**AIM OF THE EXERCISE:** Only the text should be kept: print every entry below exactly and leave each image out.

**EXERCISE INPUT:**
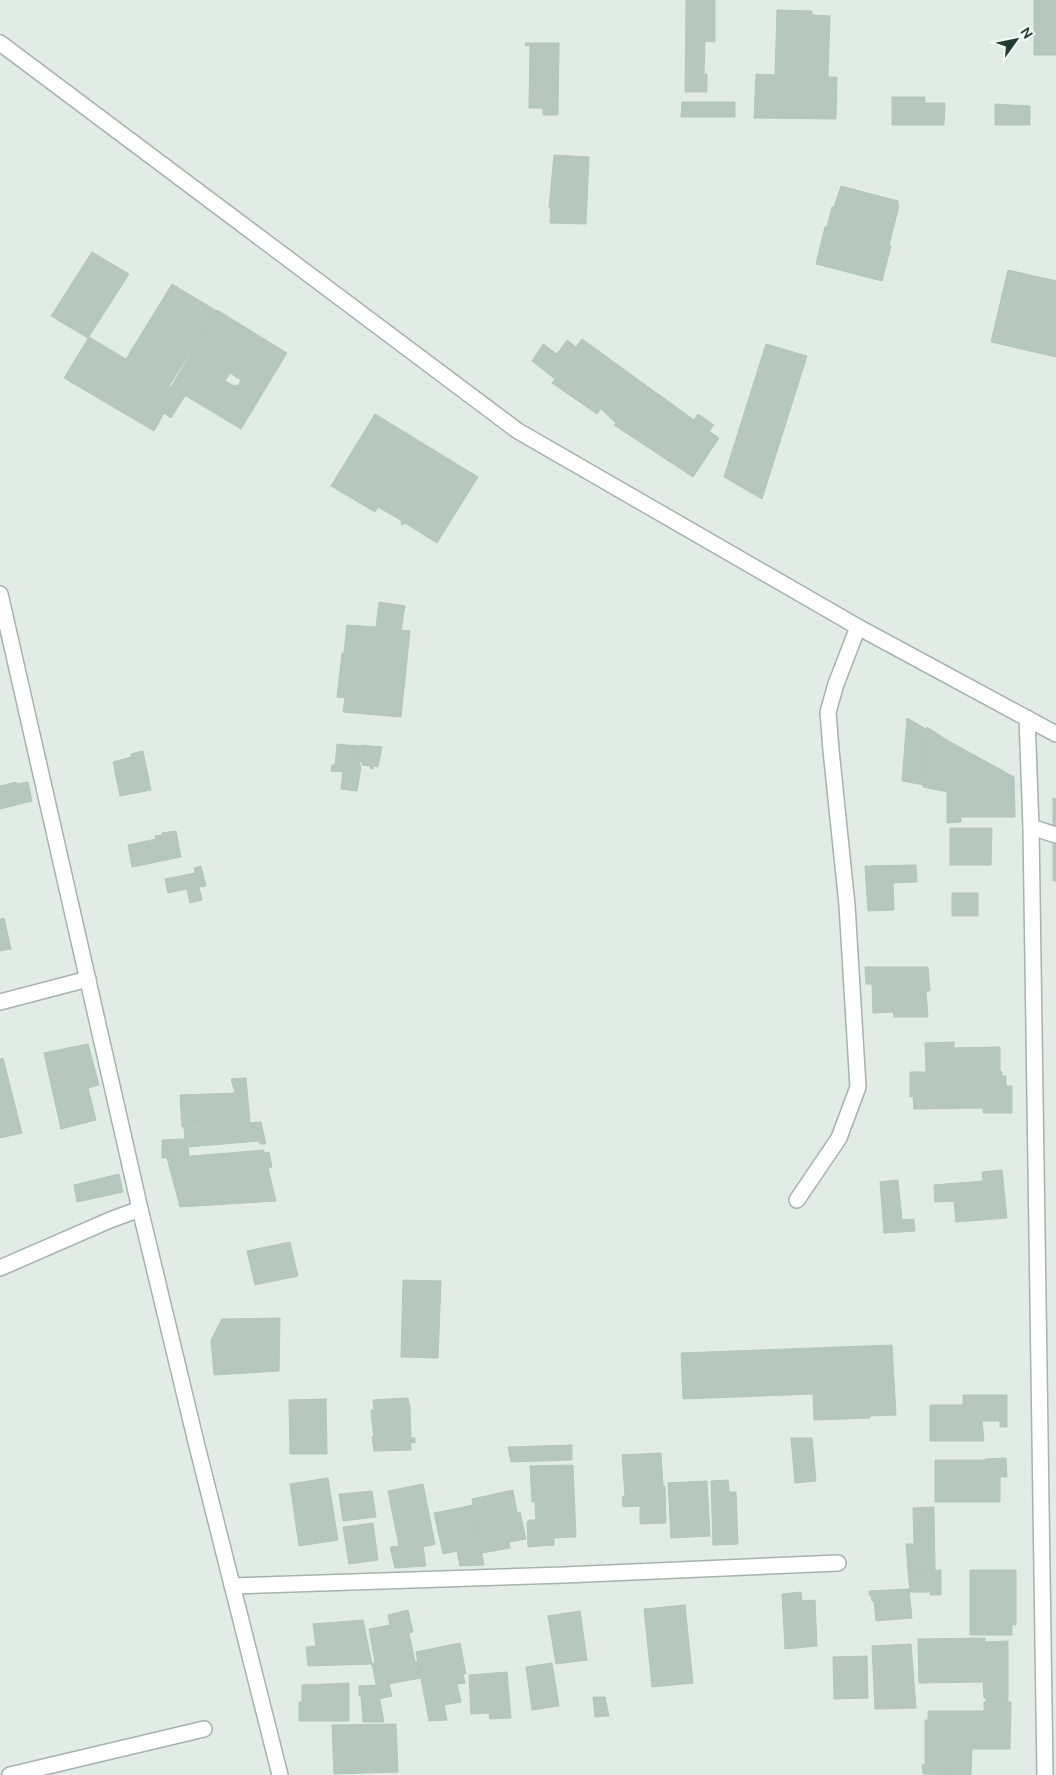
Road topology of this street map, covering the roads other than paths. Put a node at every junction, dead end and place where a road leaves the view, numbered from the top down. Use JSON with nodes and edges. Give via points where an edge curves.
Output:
{"nodes":[{"id":1,"x":0,"y":43,"type":"edge"},
{"id":2,"x":0,"y":594,"type":"edge"},
{"id":3,"x":858,"y":627,"type":"junction"},
{"id":4,"x":1027,"y":718,"type":"junction"},
{"id":5,"x":1056,"y":734,"type":"edge"},
{"id":6,"x":1030,"y":827,"type":"junction"},
{"id":7,"x":1056,"y":835,"type":"edge"},
{"id":8,"x":88,"y":980,"type":"junction"},
{"id":9,"x":0,"y":1002,"type":"edge"},
{"id":10,"x":796,"y":1200,"type":"dead end"},
{"id":11,"x":140,"y":1210,"type":"junction"},
{"id":12,"x":0,"y":1268,"type":"edge"},
{"id":13,"x":838,"y":1563,"type":"dead end"},
{"id":14,"x":232,"y":1586,"type":"junction"},
{"id":15,"x":204,"y":1729,"type":"dead end"},
{"id":16,"x":10,"y":1775,"type":"edge"},
{"id":17,"x":280,"y":1775,"type":"edge"},
{"id":18,"x":1045,"y":1775,"type":"edge"}],
"edges":[{"from":1,"to":3,"type":"street","via":[[518,431]]},
{"from":2,"to":8,"type":"street"},
{"from":3,"to":4,"type":"street"},
{"from":3,"to":10,"type":"street","via":[[828,712],[847,905],[858,1087],[839,1138]]},
{"from":4,"to":5,"type":"street"},
{"from":4,"to":6,"type":"street"},
{"from":6,"to":7,"type":"street"},
{"from":6,"to":18,"type":"street"},
{"from":8,"to":9,"type":"street"},
{"from":8,"to":11,"type":"street"},
{"from":11,"to":12,"type":"street"},
{"from":11,"to":14,"type":"street"},
{"from":13,"to":14,"type":"street"},
{"from":14,"to":17,"type":"street"},
{"from":15,"to":16,"type":"street"}]}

**RESULT OF THIS TASK:**
Road topology of this street map, covering the roads other than paths. Put a node at every junction, dead end and place where a road leaves the view, numbered from the top down. Use JSON with nodes and edges. Give via points where an edge curves.
Output:
{"nodes":[{"id":1,"x":0,"y":43,"type":"edge"},
{"id":2,"x":0,"y":594,"type":"edge"},
{"id":3,"x":858,"y":627,"type":"junction"},
{"id":4,"x":1027,"y":718,"type":"junction"},
{"id":5,"x":1056,"y":734,"type":"edge"},
{"id":6,"x":1030,"y":827,"type":"junction"},
{"id":7,"x":1056,"y":835,"type":"edge"},
{"id":8,"x":88,"y":980,"type":"junction"},
{"id":9,"x":0,"y":1002,"type":"edge"},
{"id":10,"x":796,"y":1200,"type":"dead end"},
{"id":11,"x":140,"y":1210,"type":"junction"},
{"id":12,"x":0,"y":1268,"type":"edge"},
{"id":13,"x":838,"y":1563,"type":"dead end"},
{"id":14,"x":232,"y":1586,"type":"junction"},
{"id":15,"x":204,"y":1729,"type":"dead end"},
{"id":16,"x":10,"y":1775,"type":"edge"},
{"id":17,"x":280,"y":1775,"type":"edge"},
{"id":18,"x":1045,"y":1775,"type":"edge"}],
"edges":[{"from":1,"to":3,"type":"street","via":[[518,431]]},
{"from":2,"to":8,"type":"street"},
{"from":3,"to":4,"type":"street"},
{"from":3,"to":10,"type":"street","via":[[828,712],[847,905],[858,1087],[839,1138]]},
{"from":4,"to":5,"type":"street"},
{"from":4,"to":6,"type":"street"},
{"from":6,"to":7,"type":"street"},
{"from":6,"to":18,"type":"street"},
{"from":8,"to":9,"type":"street"},
{"from":8,"to":11,"type":"street"},
{"from":11,"to":12,"type":"street"},
{"from":11,"to":14,"type":"street"},
{"from":13,"to":14,"type":"street"},
{"from":14,"to":17,"type":"street"},
{"from":15,"to":16,"type":"street"}]}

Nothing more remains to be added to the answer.